In the world of financial markets, investors often act like the entertainment world's "groupies," clustering about certain notable stocks, hoping for sure winners and safe returns.
Usually, such a grouping of stocks is industry-related -- such as in oil or high technology. But now comes the latest and one of the largest in groups -- Sunbelt stocks.
Hot in climate as well as economic growth, the region from California to Florida has about 850 major corporate headquarters, most of them riding high on the bulge of population charts.
Unlike regional security markets, such as the Boston Stock Exchange serving the six states of New England, a Sunbelt stock package extends coast to coast and includes a wide range of Fortune 500 companies as well as fast-growing small enterprises.
The Sunbelt identity, however, is mainly a creation of the mass media, a national perspective born in the last decade to explain a migration of people and business from Northern industrial states to the increasingly air-conditioned Southern tier of the United States. Thus, while a Boston computer company might proudly call itself New England bred, a Texas bank is unlikely to pigeonhole itself as a Sunbelt success.
Still, that somewhat rootless identity has not stopped several brokerage houses and mutual funds from concentrating their efforts in the Sunbelt, hoping to benefit from the regionwide economic buoyancy.
These enterprises include the brokerage house of Houston's Rotan Mosle Inc. and such mutual fund managers as Armstrong Associates (managing Armstrong Inc.) of Dallas, Investment Advisors Inc. (managing Finomics Investment Fund) of Houston, and the Atlanta-based Montag & Caldwell (managing Alpha Fund).
Also, there is Sun Belt Investments, which was formed in late 1979 as a division of Fund Advisory Company of Houston. It concentrates its investments in publicly held stocks from the 18 states ranging from Virginia to Arkansas to Colorado to California.
The firm's "universe," says Sun Belt's managing director, Carrol R. McGinnis, has been whittled down to about 850 companies with a minimum of $25 million in revenues and a minimum of $25 million in capital. "These companies are enjoying the growth of the region," he says.
From 1975 to 1980, this grouping's stock prices showed a 2.26 percent average compound growth, compared with 2.05 percent nationwide. And the Sunbelt stocks rose six times as fast as those of companies in just the Northern states.
"Capital is clearly shifting to the Sunbelt, both foreign and domestic," Mr. McGinnis says.
In earnings per share, Sunbelt stocks have shown a 22 percent yearly rise since 1975, compared with 13 percent for the Standard & Poor's 500-stock index.
Mr. McGinnis lists three key reasons for the region's economic superiority: availability of workers, less government regulation, and lower taxes.
"These trends do not reverse themselves abruptly," he says.
Less unionization and lower wages are important too, he adds, but Sunbelt companies enjoy an abundance of labor compared with the North. And state governments tend to be laissez faire in regulation.
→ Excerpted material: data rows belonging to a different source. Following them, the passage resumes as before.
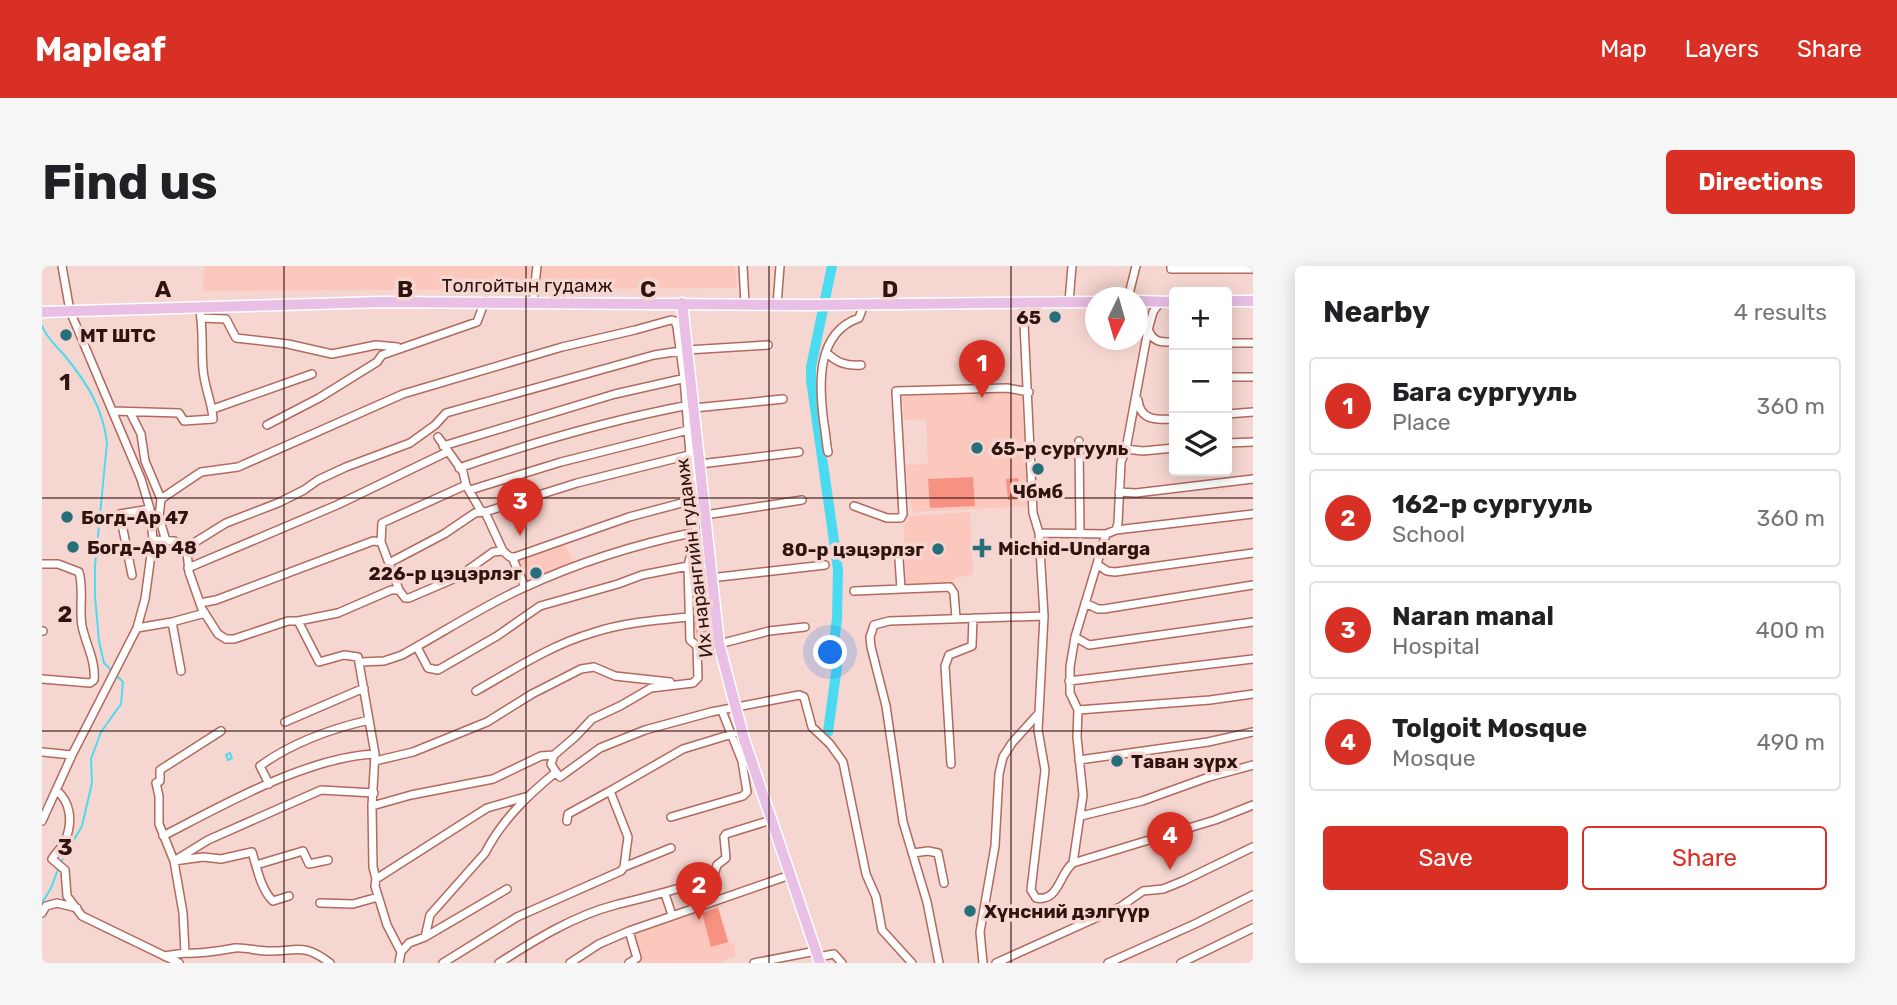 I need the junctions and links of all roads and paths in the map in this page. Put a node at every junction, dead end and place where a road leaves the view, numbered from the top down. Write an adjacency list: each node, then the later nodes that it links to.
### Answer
1 (62, 266): 26 (street)
2 (537, 266): 12 (street)
3 (743, 266): 21 (street)
4 (780, 266): 22 (street)
5 (1072, 266): 13 (street)
6 (1136, 266): 9 (street)
7 (1171, 266): 8 (street)
8 (1253, 269)
9 (1131, 287)
10 (485, 301): 12 (main road, Толгойтын гудамж); 24 (main road, Толгойтын гудамж); 34 (street)
11 (1148, 301): 15 (main road)
12 (533, 302): 19 (main road, Толгойтын гудамж)
13 (1069, 302): 14 (main road, Толгойтын гудамж); 20 (main road, Толгойтын гудамж)
14 (1085, 302)
15 (1160, 302): 16 (main road); 29 (street)
16 (1169, 302)
17 (1232, 302): 18 (main road)
18 (1253, 302)
19 (682, 303): 21 (main road, Толгойтын гудамж); 28 (main road, Их нарангийн гудамж)
20 (1023, 303): 23 (main road, Толгойтын гудамж); 42 (street)
21 (745, 304): 22 (main road, Толгойтын гудамж)
22 (777, 304): 23 (main road, Толгойтын гудамж)
23 (860, 304): 36 (street)
24 (199, 307): 26 (main road, Толгойтын гудамж); 27 (street)
25 (42, 312): 26 (main road, Толгойтын гудамж)
26 (70, 312): 47 (street)
27 (202, 318): 34 (street); 46 (street)
28 (681, 327): 35 (main road, Их нарангийн гудамж); 69 (street)
29 (1149, 330): 30 (street); 43 (street)
30 (1169, 342)
31 (1232, 343): 32 (street)
32 (1253, 343)
33 (768, 345): 35 (street)
34 (401, 348): 52 (street)
35 (684, 350): 41 (main road, Их нарангийн гудамж); 85 (street)
36 (827, 352): 37 (street); 62 (street)
37 (861, 365)
38 (312, 374): 46 (street)
39 (1232, 377): 40 (street)
40 (1253, 377)
41 (687, 378): 45 (main road, Их нарангийн гудамж); 59 (street)
42 (1029, 392): 72 (street); 79 (street)
43 (1138, 393): 51 (street); 60 (street)
44 (783, 399): 45 (street)
45 (691, 406): 53 (street); 64 (main road, Их нарангийн гудамж); 65 (street)
46 (213, 409): 48 (street)
47 (113, 411): 48 (street); 73 (street)
48 (130, 412): 69 (street)
49 (1253, 412): 50 (street)
50 (1232, 414)
51 (1169, 419)
52 (267, 425)
53 (688, 430): 63 (street); 67 (street)
54 (438, 437): 59 (street)
55 (1079, 441): 80 (street)
56 (1253, 442): 57 (street)
57 (1232, 443)
58 (1169, 448): 60 (street)
59 (445, 449): 65 (street); 95 (street)
60 (1126, 449): 68 (street)
61 (799, 452): 64 (street)
62 (828, 452)
63 (689, 455): 70 (street); 74 (street)
64 (700, 464): 76 (main road, Их нарангийн гудамж)
65 (459, 468): 67 (street)
66 (1253, 479): 68 (street)
67 (468, 488): 74 (street); 84 (street)
68 (1119, 492): 77 (street)
69 (161, 499): 83 (street)
70 (693, 500): 78 (street); 88 (street)
71 (802, 500): 76 (street)
72 (854, 506)
73 (150, 509): 82 (street); 96 (street)
74 (485, 512): 86 (street); 91 (street)
75 (1253, 514): 77 (street)
76 (705, 515): 97 (main road, Их нарангийн гудамж)
77 (1116, 530): 81 (street)
78 (696, 532): 94 (street); 99 (street)
79 (1039, 533): 80 (street); 106 (street)
80 (1080, 534): 81 (street)
81 (1106, 534): 93 (street)
82 (153, 540): 83 (street); 114 (street)
83 (166, 541): 85 (street)
84 (382, 542): 91 (street); 103 (street)
85 (184, 549): 95 (street)
86 (503, 551): 88 (street); 101 (street)
87 (1253, 553): 93 (street)
88 (512, 557): 99 (street)
89 (899, 559): 100 (street)
90 (42, 564): 122 (street)
91 (389, 564): 101 (street)
92 (825, 565): 97 (street)
93 (1098, 565): 104 (street)
94 (688, 566): 107 (street); 118 (street)
95 (188, 568): 103 (street)
96 (132, 575)
97 (710, 578): 116 (main road, Их нарангийн гудамж)
98 (1253, 585): 104 (street)
99 (525, 587): 118 (street)
100 (901, 589): 102 (street); 108 (street)
101 (399, 590): 110 (street)
102 (854, 591)
103 (200, 603): 105 (street)
104 (1085, 603): 115 (street)
105 (205, 613): 110 (street); 111 (street)
106 (1044, 616): 109 (street); 131 (street)
107 (688, 617): 117 (street); 126 (street)
108 (956, 618): 109 (street); 161 (street)
109 (973, 618): 143 (street)
110 (298, 621): 120 (street)
111 (172, 622): 114 (street); 121 (street)
112 (1253, 622): 115 (street)
113 (806, 627): 116 (street)
114 (137, 628): 138 (street)
115 (1075, 637): 123 (street)
116 (719, 644): 117 (street); 128 (main road, Их нарангийн гудамж)
117 (697, 646): 124 (street)
118 (417, 647): 120 (street)
119 (1253, 659): 123 (street)
120 (361, 662): 125 (street)
121 (181, 671)
122 (42, 679)
123 (1069, 681): 129 (street)
124 (678, 684): 139 (street); 140 (street)
125 (364, 688): 132 (street); 133 (street)
126 (476, 691)
127 (1253, 694): 129 (street)
128 (736, 709): 130 (street); 135 (main road, Их нарангийн гудамж); 196 (street)
129 (1078, 710): 142 (street)
130 (722, 711): 135 (street); 145 (street)
131 (1039, 713): 164 (street); 198 (street)
132 (369, 720): 140 (street); 146 (street)
133 (285, 722)
134 (221, 731): 158 (street)
135 (737, 733): 141 (main road, Их нарангийн гудамж); 148 (street)
136 (1253, 733): 142 (street)
137 (42, 752): 138 (street)
138 (72, 755): 147 (street)
139 (554, 755): 145 (street); 152 (street)
140 (375, 758): 146 (street); 149 (street)
141 (746, 759): 154 (street); 155 (main road, Их нарангийн гудамж)
142 (1079, 760): 153 (street)
143 (951, 764)
144 (1253, 765): 153 (street)
145 (556, 772): 150 (street)
146 (269, 784): 158 (street)
147 (56, 790): 156 (street); 176 (street)
148 (610, 791): 157 (street); 166 (street)
149 (374, 793): 152 (street); 162 (street)
150 (525, 797): 168 (street); 181 (street)
151 (1253, 805): 164 (street)
152 (372, 806): 168 (street)
153 (1081, 816): 164 (street)
154 (671, 817)
155 (771, 820): 167 (main road, Их нарангийн гудамж); 171 (street)
156 (42, 821)
157 (567, 821)
158 (163, 836): 162 (street)
159 (1253, 847): 199 (street)
160 (671, 848): 166 (street)
161 (913, 853): 169 (street); 197 (street)
162 (174, 860): 165 (street); 183 (street)
163 (328, 860): 165 (street)
164 (1073, 863)
165 (256, 864): 173 (street)
166 (624, 867): 190 (street)
167 (790, 875): 178 (street); 185 (main road, Их нарангийн гудамж)
168 (376, 879): 174 (street)
169 (944, 883)
170 (507, 890): 181 (street)
171 (665, 894): 178 (street); 191 (street)
172 (1253, 895): 200 (street)
173 (289, 896)
174 (378, 897): 175 (street); 182 (street)
175 (320, 903)
176 (78, 909): 177 (street); 184 (street)
177 (42, 913)
178 (672, 915): 180 (street)
179 (1253, 928): 201 (street)
180 (629, 930): 186 (street); 192 (street)
181 (425, 937): 182 (street)
182 (401, 951): 189 (street)
183 (185, 953): 184 (street); 188 (street)
184 (164, 956): 187 (street)
185 (818, 957): 194 (street); 195 (street)
186 (638, 961): 193 (street)
187 (179, 963)
188 (330, 963)
189 (399, 963)
190 (443, 963)
191 (499, 963)
192 (570, 963)
193 (629, 963)
194 (754, 963)
195 (842, 963)
196 (912, 963)
197 (939, 963)
198 (983, 963)
199 (996, 963)
200 (1108, 963)
201 (1181, 963)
In 1980, per capita taxes in Sunbelt states averaged $584.23, as against $707 .92 for Northern states, according to US Census figures. A study done last year by Harris Trust & Savings Bank of Chicago found that a state's rate of economic growth is directly related to its rate of taxation.
Within the Sunbelt, stock performances are mixed. The region's banks and retailers are important riders on the region's economic wave. And not surprisingly for an energy-rich region, oil and gas companies make up 37 percent of the group, compared with an average 31 percent for the S&P index.
For most of the past year, however, oil stocks have been weak during the world oil glut. Prices will continue to be "sloppy" until the glut is gone, McGinnis says.
But the Southern grouping also includes defense and high-technology companies , including California's Silicon Valley. This latter group, Sun Belt's director understates, "is experiencing positive changes." But, he adds, high-technology stocks have gotten ahead of themselves with a high price/earnings ratio. That is correcting itself, he says, and now may be a good time to buy them.
Within Sunbelt stocks, not all companies are considered great picks. Textiles, forestry, and utilities are considered weak buys, McGinnis says. And the portfolio tends to be heavy in Florida, Texas, Georgia, and California, where there are more corporate headquarters, than in states such as New Mexico.
Still, he says, his service's "universe" has a wide "exposure." Even so, after more than a year in operation, Sun Belt Investments finds it has not taken on as many clients as it thought. "We thought there would be more interest. But there has been a wait- and-see attitude."
Mobil's bid of $7.7 billion to take over Conoco put some zest into the stock market Friday. Prices and volume rose, with the Dow Jones industrial index up 3 .42 points that day, to 958.90, for a gain of 3.23 points for the week.